Fernando Damaso, 22 October 2019 — By the end of Cuba’s colonial period, the country was suffering from a high mortality rate. Malaria, smallpox, childhood tetanus, typhoid, yellow fever and other diseases were decimating the population.
An interventionist government in the United States first assigned General Brooke, then General Wood, the task of quickly improving the country’s sanitary conditions and its overall state of health.
To this end it created the Department of Health, the precursor of the government agency established later under the same name. It was given broad responsibilities and, with the participation of prominent Cuban and American doctors, gradually managed to rid the country of endemic diseases, whose frequent outbreaks were a serious problem.

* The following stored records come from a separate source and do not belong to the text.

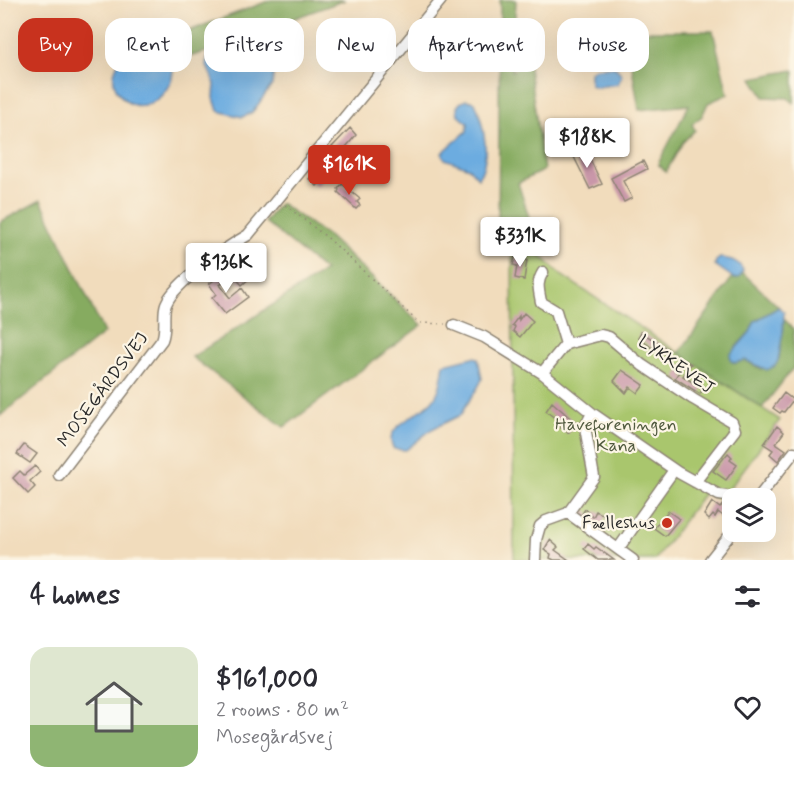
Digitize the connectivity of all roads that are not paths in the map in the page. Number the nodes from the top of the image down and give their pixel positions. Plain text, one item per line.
1 (441, 0) edge
2 (543, 272) dead end
3 (454, 325) road end
4 (566, 344) junction
5 (542, 373) junction
6 (592, 412) junction
7 (794, 452) edge
8 (674, 470) junction
9 (59, 475) dead end
10 (695, 482) junction
11 (766, 488) edge
12 (722, 495) edge
13 (568, 513) junction
14 (724, 542) edge
15 (618, 549) junction
16 (536, 560) edge
17 (633, 560) edge
18 (710, 560) edge

1 - 9 street, MOSEGÅRDSVEJ
2 - 4 street
3 - 5 street
4 - 5 street
4 - 10 street, LYKKEVEJ
5 - 6 street
6 - 8 street
6 - 13 street
7 - 11 street
8 - 10 street
8 - 15 street
10 - 12 street
13 - 15 street
13 - 16 street
14 - 18 street
15 - 17 street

The process continued during the Republican era, with major sanitation projects and the organization of an efficient health care system made up of medical offices, relief homes and hospitals, augmented by private medical practices, located in the island’s main cities and towns. In cooperation with the Pan American Health Fund, task forces were set up to provide vector control and prevent epidemics.
Work brigades cleaned out streams, ditches, lagoons, wastelands and sewers. Residents were enlisted to sanitize their own homes. Insecticides such as the well-known DDT and the Yokel-brand mosquito repellant coils were also used along with anti-mosquito screens on doors and windows, and mosquito netting on beds.
Dengue fever was unknown in Cuba until it appeared in 1978 as a result of widespread, unsanitary conditions in urban areas and misguided eradication efforts by work brigades at the time. Once it became an epidemic, authorities were forced to train new teams and equip them with fumigation equipment purchased from Japan and brought in on aircraft owned by the Cuban national airline.
Officials made direct purchases of Malathion, considered the most effective insecticide at the time. They circumvented the U.S. embargo by enlisting Colombian drug runners, operating between Caribbean countries and the United States, to deliver it on their trips home.
Cash payments were made once personnel from the Ministry of Public Health (MINSAP) confirmed the quality of the product. The drug runners were resupplied with fuel to complete their journeys back to their countries of origin and, when necessary, were provided with lodgings and a place to rest in a marina.
Daily press reports described how Cuba was being sprayed with massive amounts of smoke. Even eggshells were being crushed because it was feared they could become breeding grounds for the dreaded aedes aegypti, the mosquito whose bites transmit the disease.
Fumigations took place around the clock, first with Malathion, then later with smoke from burning petrol. Hoping to contribute to the effort, Soviet military units stationed in Cuba provided authorities with equipment that produced clouds of smoke, which proved to be effective.
There was even an “invading caravan” which began in the west of the country and moved east along the Central Highway, fumigating cities and towns along the way. Epidemiologists leading the effort, however, doubted its effectiveness, suggesting its impact was more psychological than practical.
Then one fine day, sometime after the latest death, the epidemic was officially declared over. Among a few intimates a MINSAP official confided, “Rest assured that, as of today, no one else will die from dengue fever. If there is a subsequent death, it will be attributed to another illness.” In spite of all the measures taken, the epidemic took more than a hundred lives.
Nevertheless, dengue returns every summer. This has been going on for decades. It has unquestionably become endemic. And given the unremittingly poor state of environmental hygiene, it seems the illness is winning its war with MINSAP.